▶ ASSIGNMENT
Since the copy must hold text only, transcribe the data below exactly and omit the images.
★ ★ ★ ★ ★ ★ ★
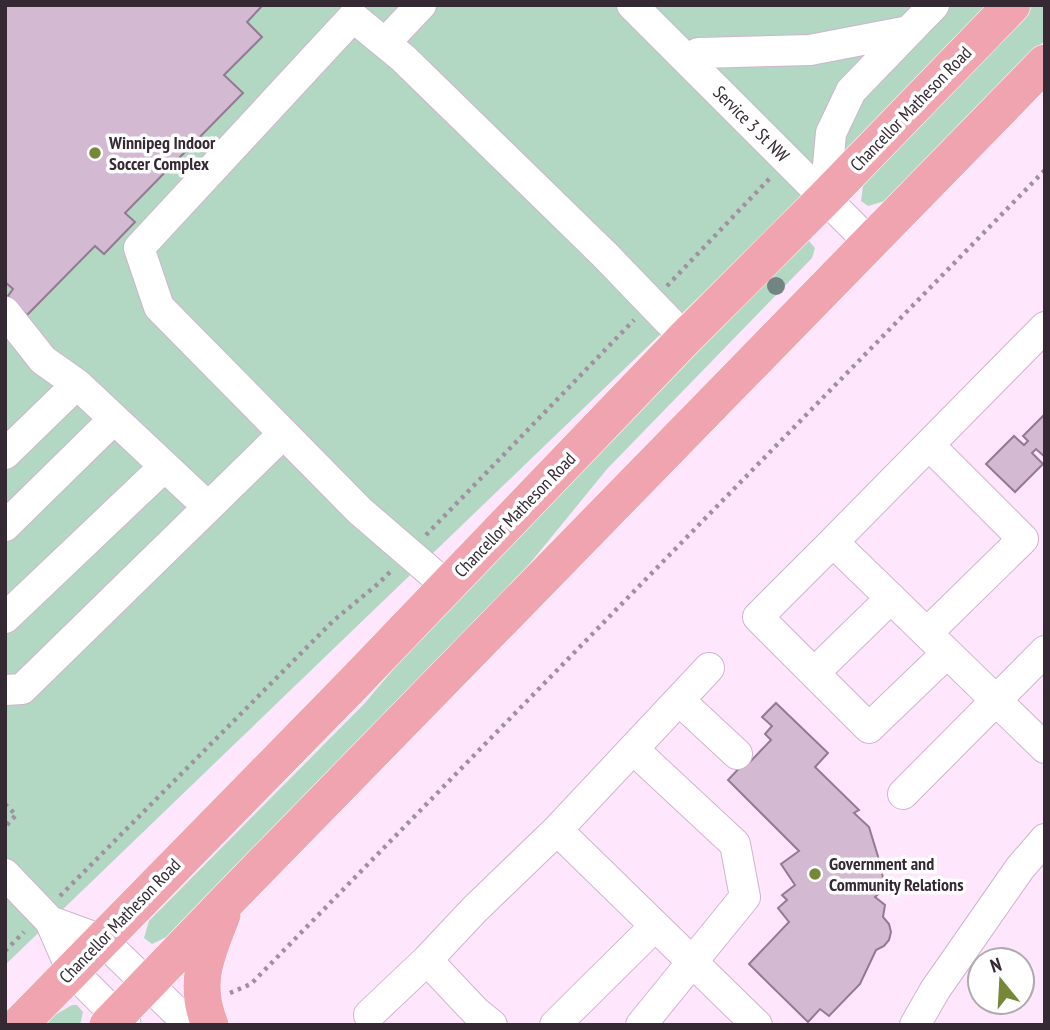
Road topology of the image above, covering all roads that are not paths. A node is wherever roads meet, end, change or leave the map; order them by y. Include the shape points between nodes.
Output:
1 (421, 5) edge
2 (934, 5) edge
3 (1012, 5) edge
4 (635, 6) edge
5 (909, 31) junction
6 (385, 43) junction
7 (688, 61) junction
8 (1045, 63) edge
9 (825, 198) junction
10 (869, 242) junction
11 (5, 312) edge
12 (1045, 327) edge
13 (685, 338) junction
14 (77, 384) junction
15 (114, 419) junction
16 (284, 434) junction
17 (929, 445) junction
18 (5, 454) edge
19 (164, 467) junction
20 (208, 507) junction
21 (5, 526) edge
22 (834, 542) junction
23 (447, 586) junction
24 (891, 598) junction
25 (5, 618) edge
26 (937, 643) junction
27 (1045, 651) edge
28 (709, 668) dead end
29 (814, 673) junction
30 (5, 690) edge
31 (680, 701) junction
32 (997, 701) junction
33 (1045, 748) edge
34 (633, 749) junction
35 (737, 754) dead end
36 (903, 794) dead end
37 (557, 830) junction
38 (1045, 839) edge
39 (5, 874) edge
40 (228, 900) junction
41 (50, 921) junction
42 (655, 926) junction
43 (102, 940) junction
44 (427, 960) junction
45 (691, 961) junction
46 (72, 971) junction
47 (148, 984) junction
48 (369, 1014) dead end
49 (477, 1020) edge
50 (117, 1022) edge
51 (19, 1025) edge
52 (190, 1025) edge
53 (210, 1025) edge
54 (555, 1025) edge
55 (641, 1025) edge
56 (757, 1025) edge
57 (915, 1025) edge

1 - 6 street
2 - 5 street
3 - 9 main road, Chancellor Matheson Road
4 - 7 street, Service 3 St NW
5 - 7 street via 810,50 698,53
5 - 9 street via 851,91 831,133
6 - 13 street
6 - 16 street via 353,17 139,248 159,307
7 - 9 street, Service 3 St NW
8 - 10 main road
9 - 10 street, Service 3 St NW
9 - 13 main road, Chancellor Matheson Road
10 - 40 main road
11 - 14 street via 43,360
12 - 17 street
13 - 23 main road, Chancellor Matheson Road
14 - 15 street
14 - 18 street
15 - 19 street
15 - 21 street
16 - 20 street
16 - 23 street via 360,511
17 - 22 street
17 - 26 street via 1023,539
19 - 20 street
19 - 25 street
20 - 30 street via 22,689
22 - 24 street
22 - 29 street via 758,617
23 - 43 main road, Chancellor Matheson Road
24 - 26 street
24 - 29 street
26 - 29 street via 869,727
26 - 32 street
27 - 32 street
28 - 31 street
31 - 34 street
31 - 35 street
32 - 33 street
32 - 36 street
34 - 37 street
34 - 45 street via 735,844 746,897
37 - 42 street
37 - 44 street
38 - 57 street via 1020,868
39 - 41 street
40 - 47 main road
40 - 53 main road via 204,960 201,989
41 - 43 street
41 - 46 street
42 - 45 street
42 - 54 street
43 - 46 main road, Chancellor Matheson Road
43 - 47 street
44 - 48 street
44 - 49 street
45 - 55 street
45 - 56 street
46 - 50 street
46 - 51 main road, Chancellor Matheson Road
47 - 50 main road
47 - 52 street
★ ★ ★ ★ ★ ★ ★
▶ SOLUTION TO THE EXERCISE
Road topology of the image above, covering all roads that are not paths. A node is wherever roads meet, end, change or leave the map; order them by y. Include the shape points between nodes.
Output:
1 (421, 5) edge
2 (934, 5) edge
3 (1012, 5) edge
4 (635, 6) edge
5 (909, 31) junction
6 (385, 43) junction
7 (688, 61) junction
8 (1045, 63) edge
9 (825, 198) junction
10 (869, 242) junction
11 (5, 312) edge
12 (1045, 327) edge
13 (685, 338) junction
14 (77, 384) junction
15 (114, 419) junction
16 (284, 434) junction
17 (929, 445) junction
18 (5, 454) edge
19 (164, 467) junction
20 (208, 507) junction
21 (5, 526) edge
22 (834, 542) junction
23 (447, 586) junction
24 (891, 598) junction
25 (5, 618) edge
26 (937, 643) junction
27 (1045, 651) edge
28 (709, 668) dead end
29 (814, 673) junction
30 (5, 690) edge
31 (680, 701) junction
32 (997, 701) junction
33 (1045, 748) edge
34 (633, 749) junction
35 (737, 754) dead end
36 (903, 794) dead end
37 (557, 830) junction
38 (1045, 839) edge
39 (5, 874) edge
40 (228, 900) junction
41 (50, 921) junction
42 (655, 926) junction
43 (102, 940) junction
44 (427, 960) junction
45 (691, 961) junction
46 (72, 971) junction
47 (148, 984) junction
48 (369, 1014) dead end
49 (477, 1020) edge
50 (117, 1022) edge
51 (19, 1025) edge
52 (190, 1025) edge
53 (210, 1025) edge
54 (555, 1025) edge
55 (641, 1025) edge
56 (757, 1025) edge
57 (915, 1025) edge

1 - 6 street
2 - 5 street
3 - 9 main road, Chancellor Matheson Road
4 - 7 street, Service 3 St NW
5 - 7 street via 810,50 698,53
5 - 9 street via 851,91 831,133
6 - 13 street
6 - 16 street via 353,17 139,248 159,307
7 - 9 street, Service 3 St NW
8 - 10 main road
9 - 10 street, Service 3 St NW
9 - 13 main road, Chancellor Matheson Road
10 - 40 main road
11 - 14 street via 43,360
12 - 17 street
13 - 23 main road, Chancellor Matheson Road
14 - 15 street
14 - 18 street
15 - 19 street
15 - 21 street
16 - 20 street
16 - 23 street via 360,511
17 - 22 street
17 - 26 street via 1023,539
19 - 20 street
19 - 25 street
20 - 30 street via 22,689
22 - 24 street
22 - 29 street via 758,617
23 - 43 main road, Chancellor Matheson Road
24 - 26 street
24 - 29 street
26 - 29 street via 869,727
26 - 32 street
27 - 32 street
28 - 31 street
31 - 34 street
31 - 35 street
32 - 33 street
32 - 36 street
34 - 37 street
34 - 45 street via 735,844 746,897
37 - 42 street
37 - 44 street
38 - 57 street via 1020,868
39 - 41 street
40 - 47 main road
40 - 53 main road via 204,960 201,989
41 - 43 street
41 - 46 street
42 - 45 street
42 - 54 street
43 - 46 main road, Chancellor Matheson Road
43 - 47 street
44 - 48 street
44 - 49 street
45 - 55 street
45 - 56 street
46 - 50 street
46 - 51 main road, Chancellor Matheson Road
47 - 50 main road
47 - 52 street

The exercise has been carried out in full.